To achieve this, we can map each element of arr2 to its position (or index) within arr2. This can be done using a dictionary or a hash map that takes the element as a key and the position of that element in arr2 as the value.

In Python, this mapping can be created as follows: pos = {x: i for i, x in enumerate(arr2)}

For the elements of arr1 that are not found in arr2, we need to ensure they come after any element that is in arr2. One way to do this is to assign them an index that is larger than any index that would be assigned to the elements that are in arr2. Since indices in Python are zero-based and arr2 can have, at most, the same number of elements as arr1, all the elements not in arr2 can be given an index based on a large number (for example, 1000) plus their value, which ensures they will be sorted in ascending order after the elements of arr2.

Now, using Python's sorted function, we can sort arr1 with a custom key. This key is defined by a lambda function that takes an element x and returns its corresponding index from the dictionary pos if it's in arr2, or 1000 + x otherwise.
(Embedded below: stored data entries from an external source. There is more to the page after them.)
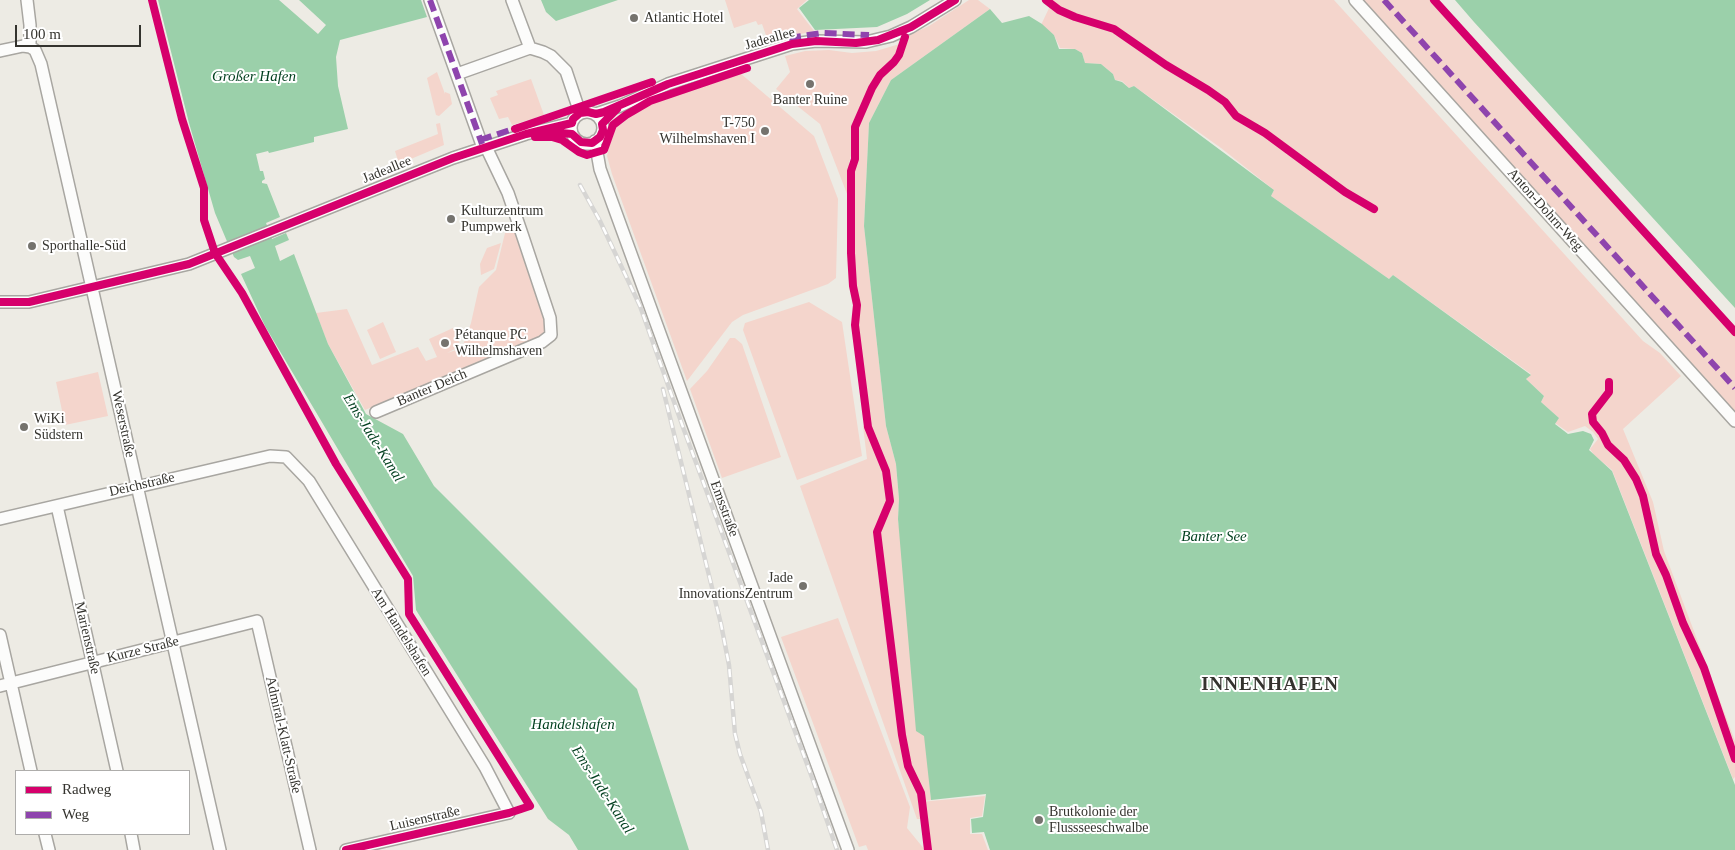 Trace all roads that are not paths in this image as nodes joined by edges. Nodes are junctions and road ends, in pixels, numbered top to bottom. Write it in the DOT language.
graph roads {
  1 [pos="26,0"];
  2 [pos="430,0"];
  3 [pos="512,0"];
  4 [pos="955,0"];
  5 [pos="1355,0"];
  6 [pos="30,46"];
  7 [pos="530,48"];
  8 [pos="0,51"];
  9 [pos="457,74"];
  10 [pos="580,113"];
  11 [pos="599,119"];
  12 [pos="572,129"];
  13 [pos="590,142"];
  14 [pos="484,148"];
  15 [pos="93,288"];
  16 [pos="0,302"];
  17 [pos="376,412"];
  18 [pos="1735,421"];
  19 [pos="286,456"];
  20 [pos="137,486"];
  21 [pos="57,506"];
  22 [pos="0,519"];
  23 [pos="257,621"];
  24 [pos="0,635"];
  25 [pos="174,642"];
  26 [pos="92,663"];
  27 [pos="6,684"];
  28 [pos="31,770"];
  29 [pos="117,770"];
  30 [pos="509,813"];
  31 [pos="45,835"];
  32 [pos="131,835"];
  33 [pos="397,844"];
  34 [pos="49,850"];
  35 [pos="134,850"];
  36 [pos="220,850"];
  37 [pos="310,850"];
  38 [pos="346,850"];
  39 [pos="848,850"];
  1 -- 6 [label="street, Weserstraße"];
  2 -- 9 [label="street"];
  3 -- 7 [label="street"];
  4 -- 11 [label="street, Jadeallee"];
  5 -- 18 [label="street, Anton-Dohrn-Weg"];
  6 -- 8 [label="street"];
  6 -- 15 [label="street, Weserstraße"];
  7 -- 9 [label="street"];
  7 -- 10 [label="street"];
  9 -- 14 [label="street"];
  10 -- 11 [label="street"];
  10 -- 12 [label="street"];
  11 -- 13 [label="street"];
  12 -- 13 [label="street"];
  12 -- 14 [label="street, Jadeallee"];
  13 -- 39 [label="street, Emsstraße"];
  14 -- 15 [label="street, Jadeallee"];
  14 -- 17 [label="street, Banter Deich"];
  15 -- 16 [label="street"];
  15 -- 20 [label="street, Weserstraße"];
  19 -- 20 [label="street, Deichstraße"];
  19 -- 30 [label="street, Am Handelshafen"];
  20 -- 21 [label="street, Deichstraße"];
  20 -- 25 [label="street, Weserstraße"];
  21 -- 22 [label="street, Deichstraße"];
  21 -- 26 [label="street, Marienstraße"];
  23 -- 25 [label="street, Kurze Straße"];
  23 -- 37 [label="street, Admiral-Klatt-Straße"];
  24 -- 27 [label="street"];
  25 -- 26 [label="street, Kurze Straße"];
  25 -- 36 [label="street, Weserstraße"];
  26 -- 27 [label="street, Kurze Straße"];
  26 -- 29 [label="street, Marienstraße"];
  27 -- 28 [label="street"];
  30 -- 33 [label="street, Luisenstraße"];
  31 -- 34 [label="street"];
  32 -- 35 [label="street"];
  33 -- 38 [label="street, Luisenstraße"];
}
Here's the implementation in Python, which reflects our approach:

sorted(arr1, key=lambda x: pos.get(x, 1000 + x))

By using this custom sorting key, we align arr1 elements per arr2's order and then append the remaining elements in ascending order right after. The overall runtime complexity of the solution is O(NlogN), where N is the length of arr1.

Learn more about Sorting patterns.

Solution Approach

The solution is implemented using a dictionary for direct mapping and the sorting algorithm that Python provides. Here's a step-by-step explanation, referencing the provided code:

1. Create a Mapping of arr2: The solution starts by creating a dictionary called pos. This dictionary maps each element x of arr2 to its index i in the array. This is done using a dictionary comprehension:

   pos = {x: i for i, x in enumerate(arr2)}

   By doing this, we are setting up a quick reference so that we can look up the index of any element from arr2 instantly. This index acts as a custom priority value for the sorting algorithm.

2. Custom Sort with a Lambda Function: We need to sort arr1, but not by its elements' natural order. We will use Python's sorted function, which allows us to specify a custom key function:

   sorted(arr1, key=lambda x: pos.get(x, 1000 + x))

   The key parameter is crucial here. It takes a lambda function which determines how the elements of arr1 should be compared during sorting:

   • lambda x: is an anonymous function that takes x, an element from arr1.
   • pos.get(x, 1000 + x) is the function's body that returns a value for each x that will be used to compare during sorting.
   • If x is found in arr2 (and, as a result, the pos dictionary), pos.get(x) returns the index of x from arr2.
   • If x is not found in arr2, the method pos.get(x, 1000 + x) provides a default value which is the sum of 1000 and the element x itself. This ensures that:
     • The elements not in arr2 are ordered at the end because their sorting key is greater than any index assigned from arr2.
     • They are sorted in ascending order amongst themselves because if two elements are not found in arr2, their sorting key is simply their value (1000 + their own value respects the natural ascending order).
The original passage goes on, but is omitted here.